Stored data entries
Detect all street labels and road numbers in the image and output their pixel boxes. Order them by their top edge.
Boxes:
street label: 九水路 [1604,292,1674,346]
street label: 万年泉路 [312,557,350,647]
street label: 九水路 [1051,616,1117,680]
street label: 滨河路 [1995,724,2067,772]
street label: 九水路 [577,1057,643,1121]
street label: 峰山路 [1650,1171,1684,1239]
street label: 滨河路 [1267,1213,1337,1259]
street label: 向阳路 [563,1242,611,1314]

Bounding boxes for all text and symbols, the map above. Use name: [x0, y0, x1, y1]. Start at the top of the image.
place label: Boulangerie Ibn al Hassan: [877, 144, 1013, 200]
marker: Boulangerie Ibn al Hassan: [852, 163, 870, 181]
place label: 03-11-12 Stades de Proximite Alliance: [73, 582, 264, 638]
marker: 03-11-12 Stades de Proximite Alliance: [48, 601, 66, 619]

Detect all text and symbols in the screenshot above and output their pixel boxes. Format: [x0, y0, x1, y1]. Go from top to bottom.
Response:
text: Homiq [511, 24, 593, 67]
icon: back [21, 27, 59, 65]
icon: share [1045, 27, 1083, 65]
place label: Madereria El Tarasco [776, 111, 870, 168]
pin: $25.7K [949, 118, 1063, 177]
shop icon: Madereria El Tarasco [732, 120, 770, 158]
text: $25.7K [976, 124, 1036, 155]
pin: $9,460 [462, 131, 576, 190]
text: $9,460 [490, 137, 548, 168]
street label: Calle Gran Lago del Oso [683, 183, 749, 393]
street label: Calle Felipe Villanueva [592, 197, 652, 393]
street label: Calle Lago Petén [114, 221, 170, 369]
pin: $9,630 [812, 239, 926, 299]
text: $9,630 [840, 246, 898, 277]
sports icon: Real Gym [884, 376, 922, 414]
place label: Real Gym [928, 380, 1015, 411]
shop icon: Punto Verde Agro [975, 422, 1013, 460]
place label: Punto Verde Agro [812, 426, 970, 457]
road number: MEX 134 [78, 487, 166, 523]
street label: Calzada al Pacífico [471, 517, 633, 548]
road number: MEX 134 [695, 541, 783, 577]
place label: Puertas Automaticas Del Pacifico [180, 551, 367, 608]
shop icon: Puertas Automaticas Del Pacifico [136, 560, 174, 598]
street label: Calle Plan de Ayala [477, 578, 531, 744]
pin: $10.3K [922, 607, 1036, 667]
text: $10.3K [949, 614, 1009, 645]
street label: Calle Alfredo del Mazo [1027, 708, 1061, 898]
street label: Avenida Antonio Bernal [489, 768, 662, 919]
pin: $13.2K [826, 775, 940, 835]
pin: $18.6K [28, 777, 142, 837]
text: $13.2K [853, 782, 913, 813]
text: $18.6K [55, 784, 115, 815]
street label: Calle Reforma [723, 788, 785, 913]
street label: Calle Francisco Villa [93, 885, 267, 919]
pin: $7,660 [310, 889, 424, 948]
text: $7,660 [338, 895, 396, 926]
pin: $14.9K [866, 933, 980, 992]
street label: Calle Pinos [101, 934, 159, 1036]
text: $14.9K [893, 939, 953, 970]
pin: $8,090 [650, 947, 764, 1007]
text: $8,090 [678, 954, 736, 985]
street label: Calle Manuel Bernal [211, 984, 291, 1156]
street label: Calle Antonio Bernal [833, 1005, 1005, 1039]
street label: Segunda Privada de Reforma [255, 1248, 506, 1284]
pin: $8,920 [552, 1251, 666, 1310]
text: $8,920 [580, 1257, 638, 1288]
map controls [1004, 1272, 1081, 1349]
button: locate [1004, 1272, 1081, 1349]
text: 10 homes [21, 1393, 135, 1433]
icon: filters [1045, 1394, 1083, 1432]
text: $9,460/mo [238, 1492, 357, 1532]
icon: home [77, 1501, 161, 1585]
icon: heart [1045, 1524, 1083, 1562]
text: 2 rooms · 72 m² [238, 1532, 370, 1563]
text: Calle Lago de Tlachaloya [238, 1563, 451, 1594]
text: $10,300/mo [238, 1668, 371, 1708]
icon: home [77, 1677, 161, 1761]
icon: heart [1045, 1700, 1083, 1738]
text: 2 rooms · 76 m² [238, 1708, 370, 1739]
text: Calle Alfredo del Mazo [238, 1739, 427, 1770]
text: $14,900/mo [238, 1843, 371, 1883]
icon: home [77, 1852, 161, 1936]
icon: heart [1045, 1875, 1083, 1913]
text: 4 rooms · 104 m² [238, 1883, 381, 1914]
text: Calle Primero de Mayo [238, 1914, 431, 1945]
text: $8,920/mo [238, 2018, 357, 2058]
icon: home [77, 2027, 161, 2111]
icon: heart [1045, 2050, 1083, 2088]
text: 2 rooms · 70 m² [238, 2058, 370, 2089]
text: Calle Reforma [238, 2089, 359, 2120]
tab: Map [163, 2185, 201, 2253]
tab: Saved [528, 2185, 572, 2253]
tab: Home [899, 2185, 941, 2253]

Directions:
Every line above has to be restated word for word.

Written solution:
Detect all street labels and road numbers in the image and output their pixel boxes. Order them by their top edge.
Boxes:
street label: 九水路 [1604,292,1674,346]
street label: 万年泉路 [312,557,350,647]
street label: 九水路 [1051,616,1117,680]
street label: 滨河路 [1995,724,2067,772]
street label: 九水路 [577,1057,643,1121]
street label: 峰山路 [1650,1171,1684,1239]
street label: 滨河路 [1267,1213,1337,1259]
street label: 向阳路 [563,1242,611,1314]

Bounding boxes for all text and symbols, the map above. Use name: [x0, y0, x1, y1]. Start at the top of the image.
place label: Boulangerie Ibn al Hassan: [877, 144, 1013, 200]
marker: Boulangerie Ibn al Hassan: [852, 163, 870, 181]
place label: 03-11-12 Stades de Proximite Alliance: [73, 582, 264, 638]
marker: 03-11-12 Stades de Proximite Alliance: [48, 601, 66, 619]

Detect all text and symbols in the screenshot above and output their pixel boxes. Format: [x0, y0, x1, y1]. Go from top to bottom.
Response:
text: Homiq [511, 24, 593, 67]
icon: back [21, 27, 59, 65]
icon: share [1045, 27, 1083, 65]
place label: Madereria El Tarasco [776, 111, 870, 168]
pin: $25.7K [949, 118, 1063, 177]
shop icon: Madereria El Tarasco [732, 120, 770, 158]
text: $25.7K [976, 124, 1036, 155]
pin: $9,460 [462, 131, 576, 190]
text: $9,460 [490, 137, 548, 168]
street label: Calle Gran Lago del Oso [683, 183, 749, 393]
street label: Calle Felipe Villanueva [592, 197, 652, 393]
street label: Calle Lago Petén [114, 221, 170, 369]
pin: $9,630 [812, 239, 926, 299]
text: $9,630 [840, 246, 898, 277]
sports icon: Real Gym [884, 376, 922, 414]
place label: Real Gym [928, 380, 1015, 411]
shop icon: Punto Verde Agro [975, 422, 1013, 460]
place label: Punto Verde Agro [812, 426, 970, 457]
road number: MEX 134 [78, 487, 166, 523]
street label: Calzada al Pacífico [471, 517, 633, 548]
road number: MEX 134 [695, 541, 783, 577]
place label: Puertas Automaticas Del Pacifico [180, 551, 367, 608]
shop icon: Puertas Automaticas Del Pacifico [136, 560, 174, 598]
street label: Calle Plan de Ayala [477, 578, 531, 744]
pin: $10.3K [922, 607, 1036, 667]
text: $10.3K [949, 614, 1009, 645]
street label: Calle Alfredo del Mazo [1027, 708, 1061, 898]
street label: Avenida Antonio Bernal [489, 768, 662, 919]
pin: $13.2K [826, 775, 940, 835]
pin: $18.6K [28, 777, 142, 837]
text: $13.2K [853, 782, 913, 813]
text: $18.6K [55, 784, 115, 815]
street label: Calle Reforma [723, 788, 785, 913]
street label: Calle Francisco Villa [93, 885, 267, 919]
pin: $7,660 [310, 889, 424, 948]
text: $7,660 [338, 895, 396, 926]
pin: $14.9K [866, 933, 980, 992]
street label: Calle Pinos [101, 934, 159, 1036]
text: $14.9K [893, 939, 953, 970]
pin: $8,090 [650, 947, 764, 1007]
text: $8,090 [678, 954, 736, 985]
street label: Calle Manuel Bernal [211, 984, 291, 1156]
street label: Calle Antonio Bernal [833, 1005, 1005, 1039]
street label: Segunda Privada de Reforma [255, 1248, 506, 1284]
pin: $8,920 [552, 1251, 666, 1310]
text: $8,920 [580, 1257, 638, 1288]
map controls [1004, 1272, 1081, 1349]
button: locate [1004, 1272, 1081, 1349]
text: 10 homes [21, 1393, 135, 1433]
icon: filters [1045, 1394, 1083, 1432]
text: $9,460/mo [238, 1492, 357, 1532]
icon: home [77, 1501, 161, 1585]
icon: heart [1045, 1524, 1083, 1562]
text: 2 rooms · 72 m² [238, 1532, 370, 1563]
text: Calle Lago de Tlachaloya [238, 1563, 451, 1594]
text: $10,300/mo [238, 1668, 371, 1708]
icon: home [77, 1677, 161, 1761]
icon: heart [1045, 1700, 1083, 1738]
text: 2 rooms · 76 m² [238, 1708, 370, 1739]
text: Calle Alfredo del Mazo [238, 1739, 427, 1770]
text: $14,900/mo [238, 1843, 371, 1883]
icon: home [77, 1852, 161, 1936]
icon: heart [1045, 1875, 1083, 1913]
text: 4 rooms · 104 m² [238, 1883, 381, 1914]
text: Calle Primero de Mayo [238, 1914, 431, 1945]
text: $8,920/mo [238, 2018, 357, 2058]
icon: home [77, 2027, 161, 2111]
icon: heart [1045, 2050, 1083, 2088]
text: 2 rooms · 70 m² [238, 2058, 370, 2089]
text: Calle Reforma [238, 2089, 359, 2120]
tab: Map [163, 2185, 201, 2253]
tab: Saved [528, 2185, 572, 2253]
tab: Home [899, 2185, 941, 2253]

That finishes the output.